══ Data shown ══
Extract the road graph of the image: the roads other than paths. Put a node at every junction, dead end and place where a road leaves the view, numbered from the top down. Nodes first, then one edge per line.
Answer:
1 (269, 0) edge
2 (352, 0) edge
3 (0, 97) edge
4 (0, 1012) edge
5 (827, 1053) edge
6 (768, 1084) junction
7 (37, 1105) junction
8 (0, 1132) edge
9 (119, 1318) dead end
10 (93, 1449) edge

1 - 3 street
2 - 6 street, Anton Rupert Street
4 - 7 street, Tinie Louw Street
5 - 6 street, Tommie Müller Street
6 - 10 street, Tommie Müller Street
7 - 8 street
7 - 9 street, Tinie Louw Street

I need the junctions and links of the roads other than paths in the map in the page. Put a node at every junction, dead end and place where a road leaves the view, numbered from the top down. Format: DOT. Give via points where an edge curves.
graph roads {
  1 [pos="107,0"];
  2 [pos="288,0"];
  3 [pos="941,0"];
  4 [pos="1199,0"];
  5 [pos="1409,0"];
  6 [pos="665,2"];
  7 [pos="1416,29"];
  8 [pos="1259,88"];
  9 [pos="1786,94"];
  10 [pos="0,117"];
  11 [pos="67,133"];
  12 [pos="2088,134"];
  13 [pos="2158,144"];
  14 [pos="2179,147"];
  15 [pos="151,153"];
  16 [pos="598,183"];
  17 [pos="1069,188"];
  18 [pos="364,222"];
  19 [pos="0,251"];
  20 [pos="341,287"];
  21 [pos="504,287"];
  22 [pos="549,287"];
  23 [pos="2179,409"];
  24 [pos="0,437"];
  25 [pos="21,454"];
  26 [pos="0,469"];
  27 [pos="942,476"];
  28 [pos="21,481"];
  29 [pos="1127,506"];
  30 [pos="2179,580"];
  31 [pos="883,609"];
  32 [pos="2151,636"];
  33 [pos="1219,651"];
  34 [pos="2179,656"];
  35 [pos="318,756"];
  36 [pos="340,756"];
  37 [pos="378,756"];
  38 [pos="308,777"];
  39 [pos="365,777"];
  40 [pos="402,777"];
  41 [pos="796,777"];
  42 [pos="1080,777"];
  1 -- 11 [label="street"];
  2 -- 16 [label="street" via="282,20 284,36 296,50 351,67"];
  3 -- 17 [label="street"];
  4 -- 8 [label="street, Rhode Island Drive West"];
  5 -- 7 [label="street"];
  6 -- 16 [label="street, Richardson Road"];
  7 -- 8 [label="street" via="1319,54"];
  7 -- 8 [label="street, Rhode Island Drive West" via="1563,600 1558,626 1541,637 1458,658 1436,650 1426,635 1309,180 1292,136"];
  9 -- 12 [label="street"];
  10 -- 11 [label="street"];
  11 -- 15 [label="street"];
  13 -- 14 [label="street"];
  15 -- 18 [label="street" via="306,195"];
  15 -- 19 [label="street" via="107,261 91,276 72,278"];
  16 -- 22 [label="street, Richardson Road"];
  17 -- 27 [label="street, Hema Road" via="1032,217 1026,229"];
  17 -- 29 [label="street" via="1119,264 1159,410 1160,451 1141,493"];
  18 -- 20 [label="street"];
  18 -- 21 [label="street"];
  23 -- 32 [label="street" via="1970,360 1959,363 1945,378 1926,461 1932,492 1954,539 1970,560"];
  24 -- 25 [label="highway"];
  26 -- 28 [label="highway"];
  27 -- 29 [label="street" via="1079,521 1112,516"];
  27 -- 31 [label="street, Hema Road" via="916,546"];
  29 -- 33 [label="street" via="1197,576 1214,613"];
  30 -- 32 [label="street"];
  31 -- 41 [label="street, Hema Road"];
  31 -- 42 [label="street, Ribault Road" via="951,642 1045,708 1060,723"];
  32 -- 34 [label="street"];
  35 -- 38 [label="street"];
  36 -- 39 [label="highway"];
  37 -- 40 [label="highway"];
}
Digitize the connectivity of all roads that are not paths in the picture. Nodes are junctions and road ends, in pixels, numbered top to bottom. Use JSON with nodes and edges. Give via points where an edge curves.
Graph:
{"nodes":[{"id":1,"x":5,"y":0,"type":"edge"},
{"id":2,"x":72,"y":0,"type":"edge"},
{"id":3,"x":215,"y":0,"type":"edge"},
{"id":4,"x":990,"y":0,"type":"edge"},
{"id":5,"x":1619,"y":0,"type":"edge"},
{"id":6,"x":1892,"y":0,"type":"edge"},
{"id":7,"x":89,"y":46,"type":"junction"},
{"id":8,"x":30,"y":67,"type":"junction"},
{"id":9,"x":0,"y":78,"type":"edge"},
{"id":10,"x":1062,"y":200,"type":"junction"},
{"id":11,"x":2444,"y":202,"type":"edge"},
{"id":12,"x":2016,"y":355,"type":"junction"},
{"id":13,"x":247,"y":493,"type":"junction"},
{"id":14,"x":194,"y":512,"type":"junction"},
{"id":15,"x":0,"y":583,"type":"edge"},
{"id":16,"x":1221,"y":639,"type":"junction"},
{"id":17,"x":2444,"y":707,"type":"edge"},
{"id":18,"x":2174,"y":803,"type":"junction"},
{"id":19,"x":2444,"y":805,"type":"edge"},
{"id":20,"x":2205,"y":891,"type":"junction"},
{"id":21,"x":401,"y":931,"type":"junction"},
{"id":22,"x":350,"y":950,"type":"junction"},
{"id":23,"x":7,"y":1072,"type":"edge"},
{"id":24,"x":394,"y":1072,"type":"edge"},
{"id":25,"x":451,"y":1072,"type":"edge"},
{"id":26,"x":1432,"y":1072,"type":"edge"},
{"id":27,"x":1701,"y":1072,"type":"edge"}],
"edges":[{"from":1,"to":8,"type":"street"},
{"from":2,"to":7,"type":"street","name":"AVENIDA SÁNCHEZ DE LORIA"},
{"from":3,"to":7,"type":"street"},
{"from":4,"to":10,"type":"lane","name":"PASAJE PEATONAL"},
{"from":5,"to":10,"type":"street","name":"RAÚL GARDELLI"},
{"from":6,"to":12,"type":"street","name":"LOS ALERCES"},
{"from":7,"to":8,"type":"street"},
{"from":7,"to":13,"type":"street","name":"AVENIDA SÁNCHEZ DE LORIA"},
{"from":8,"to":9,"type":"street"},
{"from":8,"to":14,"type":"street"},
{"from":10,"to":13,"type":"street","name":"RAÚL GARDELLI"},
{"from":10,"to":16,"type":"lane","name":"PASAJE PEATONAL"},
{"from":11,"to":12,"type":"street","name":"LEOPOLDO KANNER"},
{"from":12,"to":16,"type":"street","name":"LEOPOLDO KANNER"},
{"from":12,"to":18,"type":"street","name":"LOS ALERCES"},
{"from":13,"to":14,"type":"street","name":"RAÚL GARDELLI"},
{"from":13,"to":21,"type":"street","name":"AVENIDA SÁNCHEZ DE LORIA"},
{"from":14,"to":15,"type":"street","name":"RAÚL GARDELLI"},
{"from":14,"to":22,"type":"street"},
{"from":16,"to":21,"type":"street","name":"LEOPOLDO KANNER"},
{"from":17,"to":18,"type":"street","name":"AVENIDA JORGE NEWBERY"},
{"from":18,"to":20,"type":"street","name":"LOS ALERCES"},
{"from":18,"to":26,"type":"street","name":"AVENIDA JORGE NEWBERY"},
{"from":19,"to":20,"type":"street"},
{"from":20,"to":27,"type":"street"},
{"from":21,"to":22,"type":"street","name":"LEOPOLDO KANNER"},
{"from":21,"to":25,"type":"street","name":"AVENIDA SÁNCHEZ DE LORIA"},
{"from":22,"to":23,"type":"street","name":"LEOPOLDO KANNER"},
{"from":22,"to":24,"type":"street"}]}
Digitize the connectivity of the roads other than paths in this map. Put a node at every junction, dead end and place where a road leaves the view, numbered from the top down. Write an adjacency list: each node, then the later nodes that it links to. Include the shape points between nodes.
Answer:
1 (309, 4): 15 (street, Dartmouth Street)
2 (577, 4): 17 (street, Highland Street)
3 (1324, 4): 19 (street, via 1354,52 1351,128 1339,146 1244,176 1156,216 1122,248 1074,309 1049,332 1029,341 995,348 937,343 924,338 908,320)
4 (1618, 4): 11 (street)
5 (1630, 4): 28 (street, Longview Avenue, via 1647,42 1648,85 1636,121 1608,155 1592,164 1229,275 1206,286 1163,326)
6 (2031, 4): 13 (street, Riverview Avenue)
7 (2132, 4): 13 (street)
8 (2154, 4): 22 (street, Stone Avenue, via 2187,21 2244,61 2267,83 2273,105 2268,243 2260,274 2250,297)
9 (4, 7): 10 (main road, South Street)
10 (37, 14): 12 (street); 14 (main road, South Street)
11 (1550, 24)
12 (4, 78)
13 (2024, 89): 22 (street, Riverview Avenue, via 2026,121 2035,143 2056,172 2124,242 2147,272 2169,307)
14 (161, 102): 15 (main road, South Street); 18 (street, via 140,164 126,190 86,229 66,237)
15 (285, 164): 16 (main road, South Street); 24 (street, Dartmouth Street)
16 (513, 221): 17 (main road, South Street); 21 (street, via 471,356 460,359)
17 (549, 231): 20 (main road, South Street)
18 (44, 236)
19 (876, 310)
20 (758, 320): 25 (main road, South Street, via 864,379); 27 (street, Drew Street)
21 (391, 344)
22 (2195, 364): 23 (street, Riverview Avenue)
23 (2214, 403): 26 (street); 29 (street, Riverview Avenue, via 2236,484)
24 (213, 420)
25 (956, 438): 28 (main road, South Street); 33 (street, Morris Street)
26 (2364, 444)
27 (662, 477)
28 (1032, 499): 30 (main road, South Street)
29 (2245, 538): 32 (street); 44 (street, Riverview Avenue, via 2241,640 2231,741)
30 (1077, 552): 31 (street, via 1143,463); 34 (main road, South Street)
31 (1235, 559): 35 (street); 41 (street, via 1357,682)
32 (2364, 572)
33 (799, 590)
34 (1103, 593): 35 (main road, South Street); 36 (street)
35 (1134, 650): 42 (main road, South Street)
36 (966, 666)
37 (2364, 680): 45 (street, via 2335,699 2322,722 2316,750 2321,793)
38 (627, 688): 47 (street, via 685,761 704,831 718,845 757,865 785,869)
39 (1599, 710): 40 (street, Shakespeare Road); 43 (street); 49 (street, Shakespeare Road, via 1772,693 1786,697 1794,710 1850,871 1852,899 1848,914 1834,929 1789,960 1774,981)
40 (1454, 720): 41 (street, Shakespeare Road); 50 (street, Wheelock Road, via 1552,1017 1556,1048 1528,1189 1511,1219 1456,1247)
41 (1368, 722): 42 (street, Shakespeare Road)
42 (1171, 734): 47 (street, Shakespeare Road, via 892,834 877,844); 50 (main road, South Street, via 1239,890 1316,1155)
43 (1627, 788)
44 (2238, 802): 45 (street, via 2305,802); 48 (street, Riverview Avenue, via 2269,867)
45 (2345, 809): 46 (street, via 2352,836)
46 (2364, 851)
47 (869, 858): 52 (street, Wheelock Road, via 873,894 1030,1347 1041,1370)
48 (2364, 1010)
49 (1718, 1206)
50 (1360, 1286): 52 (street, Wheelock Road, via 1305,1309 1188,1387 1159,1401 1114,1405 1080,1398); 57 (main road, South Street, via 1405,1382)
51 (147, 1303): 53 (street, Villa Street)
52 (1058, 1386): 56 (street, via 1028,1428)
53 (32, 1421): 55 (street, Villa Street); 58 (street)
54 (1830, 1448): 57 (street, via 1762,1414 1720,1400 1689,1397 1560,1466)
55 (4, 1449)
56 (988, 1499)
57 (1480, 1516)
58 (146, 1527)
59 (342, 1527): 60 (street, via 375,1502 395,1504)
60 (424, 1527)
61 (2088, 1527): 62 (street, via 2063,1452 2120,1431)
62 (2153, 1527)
═══
**Goal of the exercise:**
Lines with "other" in the records above: copy every one of them.

**Output below:**
Extract the road graph of the image: the roads other than paths. Put a node at every junction, dead end and place where a road leaves the view, numbered from the top down. Nodes first, then one edge per line.
I need the junctions and links of the roads other than paths in the map in the page. Put a node at every junction, dead end and place where a road leaves the view, numbered from the top down. Format: DOT. Give via points where an edge curves.
Digitize the connectivity of the roads other than paths in this map. Put a node at every junction, dead end and place where a road leaves the view, numbered from the top down. Write an adjacency list: each node, then the later nodes that it links to. Include the shape points between nodes.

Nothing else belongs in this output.